Snowden (il protagonista è Joseph Gordon-Levitt) utilizza come cornice della vicenda la storia del documentario premio Oscar Citizenfour, partendo dall’incontro a Hong Kong, dove l’analista s’era rifugiato, con la regista Laura Poitras (Melissa Leo) e i giornalisti Glenn Greenwald (Zachary Quinto) e Ewen MacAskill (Tom Wilkinson) che raccolsero e pubblicarono sul Guardian le sue dirompenti rivelazioni.
Da lì il film di Stone ripercorre le tappe salienti dei dieci anni precedenti della vita del protagonista: l’arruolamento e il congedo dall’esercito – Snowden è un patriota e un conservatore -, gli anni alla Nsa e nella Cia, dove si distingue per il suo straordinario talento informatico, la progressiva presa di consapevolezza delle storture di un sistema di sorveglianza indiscriminato – “tutto questo non riguarda il terrorismo, ma il controllo della società e dell’economia, e l’unica cosa che stai realmente proteggendo è la supremazia del tuo governo” -, la scelta di confessare tutto.
Stavolta pero, diversamente da JFK, il timore per un tema così ostico spinge Oliver Stone a impiegare in Snowden uno stile piano, con un montaggio lineare e un linguaggio da cui traspare tutta la preoccupazione didattica del regista nel rendere i passaggi più tecnici della vicenda. Da qui anche l’impiego dei generi, che aiutano lo spettatore a orientarsi, dal thriller alla storia d’amore – fin troppo presente – con la compagna Lindsay (Shailene Woodley), cui si aggiungono il grottesco nella descrizione di Corbin (Rhys Ifans), mefistofelico mentore di Snowden, e persino a tratti la satira da documentario alla Michael Moore.
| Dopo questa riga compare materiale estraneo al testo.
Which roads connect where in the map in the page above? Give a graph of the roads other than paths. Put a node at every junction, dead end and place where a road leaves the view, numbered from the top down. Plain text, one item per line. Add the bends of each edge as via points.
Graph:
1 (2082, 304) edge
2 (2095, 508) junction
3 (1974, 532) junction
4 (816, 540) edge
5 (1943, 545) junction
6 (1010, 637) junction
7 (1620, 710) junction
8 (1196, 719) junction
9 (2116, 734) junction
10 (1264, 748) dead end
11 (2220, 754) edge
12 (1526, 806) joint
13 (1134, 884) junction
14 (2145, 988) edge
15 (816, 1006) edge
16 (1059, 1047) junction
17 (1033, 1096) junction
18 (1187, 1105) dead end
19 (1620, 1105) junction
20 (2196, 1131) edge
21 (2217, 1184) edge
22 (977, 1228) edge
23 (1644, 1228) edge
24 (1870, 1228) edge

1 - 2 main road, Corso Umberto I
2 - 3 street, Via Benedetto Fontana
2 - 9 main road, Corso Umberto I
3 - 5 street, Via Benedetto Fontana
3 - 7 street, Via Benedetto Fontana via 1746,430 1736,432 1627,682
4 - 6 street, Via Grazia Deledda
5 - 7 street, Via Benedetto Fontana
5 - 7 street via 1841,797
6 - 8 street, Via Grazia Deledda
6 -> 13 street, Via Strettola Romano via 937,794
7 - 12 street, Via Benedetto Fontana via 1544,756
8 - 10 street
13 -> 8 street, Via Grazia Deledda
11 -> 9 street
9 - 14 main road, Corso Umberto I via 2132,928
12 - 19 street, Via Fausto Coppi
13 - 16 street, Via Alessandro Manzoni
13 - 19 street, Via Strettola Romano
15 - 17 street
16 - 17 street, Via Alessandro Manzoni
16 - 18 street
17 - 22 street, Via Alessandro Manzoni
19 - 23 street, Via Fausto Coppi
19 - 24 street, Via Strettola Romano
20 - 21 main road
Il risultato è un film in parte soffocato dalle sue comprensibili preoccupazioni, che perde per strada complessità e sfumature. Così paradossalmente Snowden, nonostante il sentito impegno di Gordon-Levitt, finisce per essere la storia non di un individuo in carne e ossa, ma di un simbolo usato da Oliver Stone per esporre le tesi che ha a cuore da una vita.